Saiu direto, sem ele pretender. Sarah avaliou qual seria a resposta adequada aos costumes dele: desaforada? MUITO desaforada? Ou devia sentar a mão direto?

Enrique branqueou, olhando apavorado para a garota. Ela não o olhava. Olhava para frente, louca de vontade de enquadrar aquele moleque desaforado.

– Eu-eu... Sarah, me desculpe, eu não queria dizer isso!

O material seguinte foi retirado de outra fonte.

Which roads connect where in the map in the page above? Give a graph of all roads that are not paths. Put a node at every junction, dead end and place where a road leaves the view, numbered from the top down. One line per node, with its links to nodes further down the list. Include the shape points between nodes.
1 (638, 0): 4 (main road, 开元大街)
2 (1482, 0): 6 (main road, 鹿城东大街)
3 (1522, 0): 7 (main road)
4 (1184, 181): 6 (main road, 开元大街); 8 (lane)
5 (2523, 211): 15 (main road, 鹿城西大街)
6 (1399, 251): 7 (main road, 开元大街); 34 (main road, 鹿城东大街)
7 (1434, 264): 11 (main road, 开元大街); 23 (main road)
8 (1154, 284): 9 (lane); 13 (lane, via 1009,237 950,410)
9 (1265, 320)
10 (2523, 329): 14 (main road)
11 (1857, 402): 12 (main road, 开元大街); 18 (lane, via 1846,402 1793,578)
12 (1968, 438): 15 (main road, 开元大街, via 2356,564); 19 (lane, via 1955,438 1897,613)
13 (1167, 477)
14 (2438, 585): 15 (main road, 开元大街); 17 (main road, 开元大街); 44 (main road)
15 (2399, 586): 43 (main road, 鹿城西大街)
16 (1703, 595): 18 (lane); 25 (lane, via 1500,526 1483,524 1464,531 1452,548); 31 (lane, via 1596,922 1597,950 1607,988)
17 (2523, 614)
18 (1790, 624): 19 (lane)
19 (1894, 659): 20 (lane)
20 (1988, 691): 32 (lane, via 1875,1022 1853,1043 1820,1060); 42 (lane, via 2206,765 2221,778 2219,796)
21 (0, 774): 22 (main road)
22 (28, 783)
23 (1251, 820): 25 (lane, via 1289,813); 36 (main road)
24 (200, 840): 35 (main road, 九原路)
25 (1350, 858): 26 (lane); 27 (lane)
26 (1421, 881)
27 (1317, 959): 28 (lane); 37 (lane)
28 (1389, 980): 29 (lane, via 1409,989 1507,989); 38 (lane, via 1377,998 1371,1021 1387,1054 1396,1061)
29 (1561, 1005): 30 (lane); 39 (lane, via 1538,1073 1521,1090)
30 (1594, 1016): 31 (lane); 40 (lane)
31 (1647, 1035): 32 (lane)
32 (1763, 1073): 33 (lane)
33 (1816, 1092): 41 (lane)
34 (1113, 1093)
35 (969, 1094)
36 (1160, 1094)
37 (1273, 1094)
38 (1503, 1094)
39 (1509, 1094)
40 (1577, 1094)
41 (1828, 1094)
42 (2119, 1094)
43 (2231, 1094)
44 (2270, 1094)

– Pouco mais de doze horas de namoro e três desculpe. Acho bom você cuidar mais do que diz. Quanto a motéis, se quer fazer alguma pergunta sobre isso, pode fazer.

– Não, eu não quero.

– Quer saber quantas vezes eu estive em um motel?

– Não, eu não quero! Me desculpe!

Sarah virou bem devagarinho para Enrique, tão perigosa quanto uma cascavel de três metros encurralando um filhote indefeso. E disse, com firmeza:

– Não tenho problemas em dizer quantas vezes estive em motéis.

– Sarah, pare com isso! Eu não quero saber, ok?!

– Orgulho de macho é coisa séria, não é? Eu tenho quase dezoito anos, Enrique! Acha que nunca estive num motel?!

– Eu não quero saber disso! Eu não quero saber o que você fez, quando você fez e nem com quem! Nós...! – Ele respirou bem fundo, procurando se controlar. Recomeçou a frase, arrancando as palavras corretas de dentro de si e lutando para acreditar nelas, enquanto seu orgulho de macho estrebuchava de fúria só de pensar em outro cara tocando na sua Sarah. – Nós começamos a namorar hoje. O que conta é o que acontecer a partir de hoje. Certo?